• _Records to use_:
___
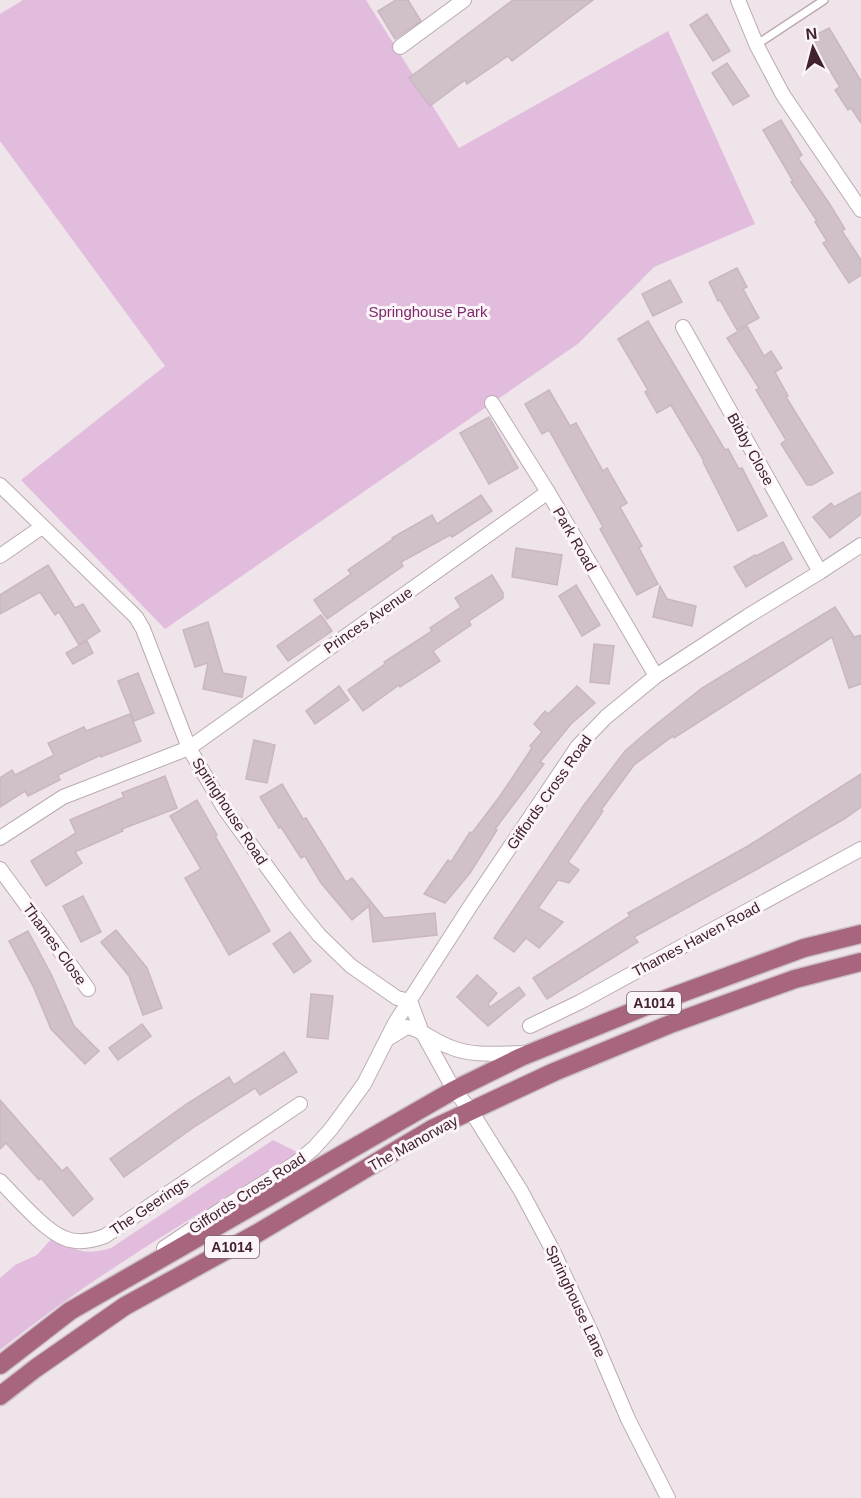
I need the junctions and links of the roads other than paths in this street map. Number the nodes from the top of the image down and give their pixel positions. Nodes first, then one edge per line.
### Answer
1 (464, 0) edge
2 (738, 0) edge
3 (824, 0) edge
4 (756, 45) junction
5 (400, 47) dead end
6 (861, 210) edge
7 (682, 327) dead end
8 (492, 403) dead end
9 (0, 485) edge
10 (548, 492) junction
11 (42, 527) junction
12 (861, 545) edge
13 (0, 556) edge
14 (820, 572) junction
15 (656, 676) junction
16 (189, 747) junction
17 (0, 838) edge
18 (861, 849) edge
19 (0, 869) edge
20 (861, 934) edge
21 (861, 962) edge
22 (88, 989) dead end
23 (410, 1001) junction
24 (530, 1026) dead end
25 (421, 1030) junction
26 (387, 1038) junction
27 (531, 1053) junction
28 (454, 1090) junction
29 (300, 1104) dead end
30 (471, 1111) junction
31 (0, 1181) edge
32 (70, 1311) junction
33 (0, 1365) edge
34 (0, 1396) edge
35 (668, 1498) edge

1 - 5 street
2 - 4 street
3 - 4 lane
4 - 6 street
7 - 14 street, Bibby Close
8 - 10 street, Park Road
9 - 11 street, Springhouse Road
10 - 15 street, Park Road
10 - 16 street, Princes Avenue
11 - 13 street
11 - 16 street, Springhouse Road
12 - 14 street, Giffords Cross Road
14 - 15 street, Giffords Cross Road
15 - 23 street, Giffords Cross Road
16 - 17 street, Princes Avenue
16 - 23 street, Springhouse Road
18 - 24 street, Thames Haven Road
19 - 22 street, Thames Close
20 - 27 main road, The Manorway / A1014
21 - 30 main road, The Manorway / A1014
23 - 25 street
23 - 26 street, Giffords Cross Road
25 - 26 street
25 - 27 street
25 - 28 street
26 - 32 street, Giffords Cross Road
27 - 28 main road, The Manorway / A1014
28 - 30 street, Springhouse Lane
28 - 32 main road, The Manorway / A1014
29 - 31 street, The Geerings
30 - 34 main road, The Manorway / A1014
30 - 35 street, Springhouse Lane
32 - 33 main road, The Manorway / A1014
___
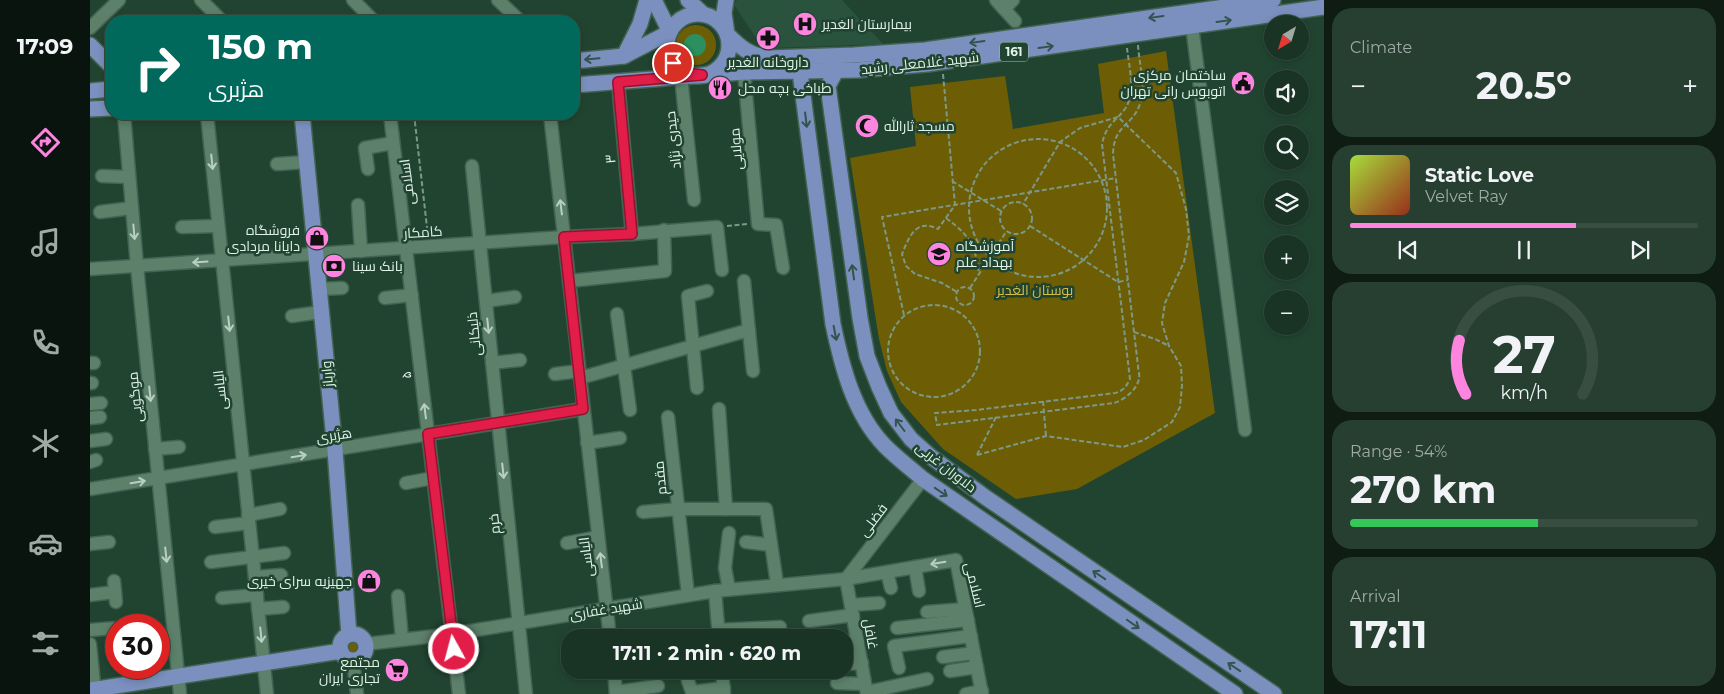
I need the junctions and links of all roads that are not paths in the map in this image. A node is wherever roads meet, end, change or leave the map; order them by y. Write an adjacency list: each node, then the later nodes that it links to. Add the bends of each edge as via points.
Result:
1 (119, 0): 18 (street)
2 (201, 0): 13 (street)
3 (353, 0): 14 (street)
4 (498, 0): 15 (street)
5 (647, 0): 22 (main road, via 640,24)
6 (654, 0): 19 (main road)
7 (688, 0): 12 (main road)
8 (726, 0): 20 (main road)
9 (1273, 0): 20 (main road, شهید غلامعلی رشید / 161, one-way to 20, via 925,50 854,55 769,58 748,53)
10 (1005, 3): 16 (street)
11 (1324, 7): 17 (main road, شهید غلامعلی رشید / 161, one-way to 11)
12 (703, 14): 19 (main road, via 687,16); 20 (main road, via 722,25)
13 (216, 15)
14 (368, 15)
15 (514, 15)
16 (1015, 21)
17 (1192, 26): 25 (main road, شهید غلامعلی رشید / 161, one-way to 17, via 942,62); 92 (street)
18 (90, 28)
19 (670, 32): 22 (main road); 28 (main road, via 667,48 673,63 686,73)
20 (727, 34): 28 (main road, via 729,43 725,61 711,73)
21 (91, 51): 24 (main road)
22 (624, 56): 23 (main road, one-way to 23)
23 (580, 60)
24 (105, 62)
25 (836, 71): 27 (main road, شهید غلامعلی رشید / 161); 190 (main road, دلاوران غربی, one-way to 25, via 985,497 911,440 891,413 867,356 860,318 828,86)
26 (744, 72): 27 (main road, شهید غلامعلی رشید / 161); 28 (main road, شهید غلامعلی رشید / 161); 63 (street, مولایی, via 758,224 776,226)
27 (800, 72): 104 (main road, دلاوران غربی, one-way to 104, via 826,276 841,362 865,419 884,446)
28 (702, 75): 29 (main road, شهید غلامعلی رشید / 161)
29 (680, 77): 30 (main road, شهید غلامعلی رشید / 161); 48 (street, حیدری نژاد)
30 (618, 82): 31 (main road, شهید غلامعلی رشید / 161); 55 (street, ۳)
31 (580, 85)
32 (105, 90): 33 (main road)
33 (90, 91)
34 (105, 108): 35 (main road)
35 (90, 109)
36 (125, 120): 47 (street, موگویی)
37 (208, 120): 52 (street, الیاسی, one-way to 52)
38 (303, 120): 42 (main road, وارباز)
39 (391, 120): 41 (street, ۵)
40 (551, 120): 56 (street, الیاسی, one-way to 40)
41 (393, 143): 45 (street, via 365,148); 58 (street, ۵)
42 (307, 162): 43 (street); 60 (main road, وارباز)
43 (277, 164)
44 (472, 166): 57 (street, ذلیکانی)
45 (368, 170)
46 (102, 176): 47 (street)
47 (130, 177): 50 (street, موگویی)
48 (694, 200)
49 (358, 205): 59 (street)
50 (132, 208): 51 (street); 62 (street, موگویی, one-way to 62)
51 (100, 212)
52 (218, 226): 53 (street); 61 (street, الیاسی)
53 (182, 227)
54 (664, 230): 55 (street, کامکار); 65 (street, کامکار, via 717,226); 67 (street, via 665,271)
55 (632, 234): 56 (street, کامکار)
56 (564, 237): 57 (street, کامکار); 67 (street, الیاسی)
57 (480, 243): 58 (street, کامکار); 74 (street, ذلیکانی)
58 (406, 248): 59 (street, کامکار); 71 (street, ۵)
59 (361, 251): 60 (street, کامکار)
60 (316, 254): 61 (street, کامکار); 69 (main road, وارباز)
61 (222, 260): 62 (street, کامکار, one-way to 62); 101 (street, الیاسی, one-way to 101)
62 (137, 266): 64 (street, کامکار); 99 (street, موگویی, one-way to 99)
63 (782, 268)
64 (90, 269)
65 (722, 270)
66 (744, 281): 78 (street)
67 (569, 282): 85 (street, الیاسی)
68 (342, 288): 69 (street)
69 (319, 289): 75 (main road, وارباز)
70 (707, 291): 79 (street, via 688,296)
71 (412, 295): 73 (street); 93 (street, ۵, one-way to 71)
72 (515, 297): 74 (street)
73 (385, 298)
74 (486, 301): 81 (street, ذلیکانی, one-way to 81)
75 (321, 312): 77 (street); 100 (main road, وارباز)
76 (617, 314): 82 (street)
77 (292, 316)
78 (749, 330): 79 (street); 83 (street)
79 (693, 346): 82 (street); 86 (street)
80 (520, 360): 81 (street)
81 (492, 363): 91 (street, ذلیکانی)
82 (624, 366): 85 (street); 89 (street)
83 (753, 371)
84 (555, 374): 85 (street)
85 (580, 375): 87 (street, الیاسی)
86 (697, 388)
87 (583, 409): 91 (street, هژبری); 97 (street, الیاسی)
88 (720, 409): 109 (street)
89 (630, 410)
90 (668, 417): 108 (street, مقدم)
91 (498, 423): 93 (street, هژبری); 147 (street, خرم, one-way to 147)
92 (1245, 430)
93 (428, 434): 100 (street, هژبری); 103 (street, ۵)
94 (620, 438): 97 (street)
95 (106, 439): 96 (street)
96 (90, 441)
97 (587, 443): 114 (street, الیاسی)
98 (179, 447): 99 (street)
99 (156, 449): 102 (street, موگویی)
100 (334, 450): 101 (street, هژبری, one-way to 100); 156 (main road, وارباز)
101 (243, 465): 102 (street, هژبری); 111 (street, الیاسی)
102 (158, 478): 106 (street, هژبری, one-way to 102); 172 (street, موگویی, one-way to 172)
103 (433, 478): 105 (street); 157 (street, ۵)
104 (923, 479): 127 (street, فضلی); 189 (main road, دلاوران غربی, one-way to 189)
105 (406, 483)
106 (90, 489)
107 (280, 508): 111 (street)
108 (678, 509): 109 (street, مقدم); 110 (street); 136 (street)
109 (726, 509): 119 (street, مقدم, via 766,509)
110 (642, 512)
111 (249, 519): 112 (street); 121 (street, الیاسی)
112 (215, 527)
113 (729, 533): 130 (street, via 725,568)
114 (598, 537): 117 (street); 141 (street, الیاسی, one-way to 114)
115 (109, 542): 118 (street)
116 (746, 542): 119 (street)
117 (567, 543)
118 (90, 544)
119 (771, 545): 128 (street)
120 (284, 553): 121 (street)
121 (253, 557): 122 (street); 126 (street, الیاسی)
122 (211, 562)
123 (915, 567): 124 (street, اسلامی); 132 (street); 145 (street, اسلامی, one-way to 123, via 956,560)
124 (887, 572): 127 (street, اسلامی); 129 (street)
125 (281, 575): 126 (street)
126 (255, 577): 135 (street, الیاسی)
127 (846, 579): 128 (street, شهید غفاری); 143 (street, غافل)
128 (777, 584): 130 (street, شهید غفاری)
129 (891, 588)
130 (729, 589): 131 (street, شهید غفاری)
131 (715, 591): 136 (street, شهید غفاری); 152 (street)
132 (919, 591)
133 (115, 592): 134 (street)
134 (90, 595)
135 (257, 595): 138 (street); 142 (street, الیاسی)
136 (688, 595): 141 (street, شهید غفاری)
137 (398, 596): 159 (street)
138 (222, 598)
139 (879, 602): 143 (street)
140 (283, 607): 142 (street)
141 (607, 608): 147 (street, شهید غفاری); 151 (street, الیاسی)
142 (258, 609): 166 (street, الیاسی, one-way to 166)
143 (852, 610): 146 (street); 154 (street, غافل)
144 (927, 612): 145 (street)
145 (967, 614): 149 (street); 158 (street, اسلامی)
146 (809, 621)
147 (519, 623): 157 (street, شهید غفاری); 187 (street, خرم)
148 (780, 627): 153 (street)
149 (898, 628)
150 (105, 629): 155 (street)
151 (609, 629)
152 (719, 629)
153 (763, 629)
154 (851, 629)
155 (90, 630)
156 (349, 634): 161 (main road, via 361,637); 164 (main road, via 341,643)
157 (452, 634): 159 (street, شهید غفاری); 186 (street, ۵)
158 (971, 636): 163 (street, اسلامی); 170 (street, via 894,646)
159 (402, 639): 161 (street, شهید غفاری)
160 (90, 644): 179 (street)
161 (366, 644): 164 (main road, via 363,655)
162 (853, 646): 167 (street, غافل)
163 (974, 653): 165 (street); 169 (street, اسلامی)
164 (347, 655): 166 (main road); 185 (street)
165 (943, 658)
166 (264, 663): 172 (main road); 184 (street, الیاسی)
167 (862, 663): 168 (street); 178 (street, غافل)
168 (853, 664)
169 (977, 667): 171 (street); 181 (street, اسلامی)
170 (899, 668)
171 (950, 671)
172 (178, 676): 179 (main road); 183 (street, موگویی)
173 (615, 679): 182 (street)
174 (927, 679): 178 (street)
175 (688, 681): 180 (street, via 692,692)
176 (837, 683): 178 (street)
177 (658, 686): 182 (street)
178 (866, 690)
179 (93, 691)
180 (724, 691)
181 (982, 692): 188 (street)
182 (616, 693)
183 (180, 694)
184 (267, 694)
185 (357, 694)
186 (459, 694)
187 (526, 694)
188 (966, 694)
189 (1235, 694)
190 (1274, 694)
___
• _Required action_: Whenever a line in the material above holds the string "then", copy that line in full.

• _Reply to the exercise_:
I need the junctions and links of the roads other than paths in this street map. Number the nodes from the top of the image down and give their pixel positions. Nodes first, then one edge per line.
I need the junctions and links of all roads that are not paths in the map in this image. A node is wherever roads meet, end, change or leave the map; order them by y. Write an adjacency list: each node, then the later nodes that it links to. Add the bends of each edge as via points.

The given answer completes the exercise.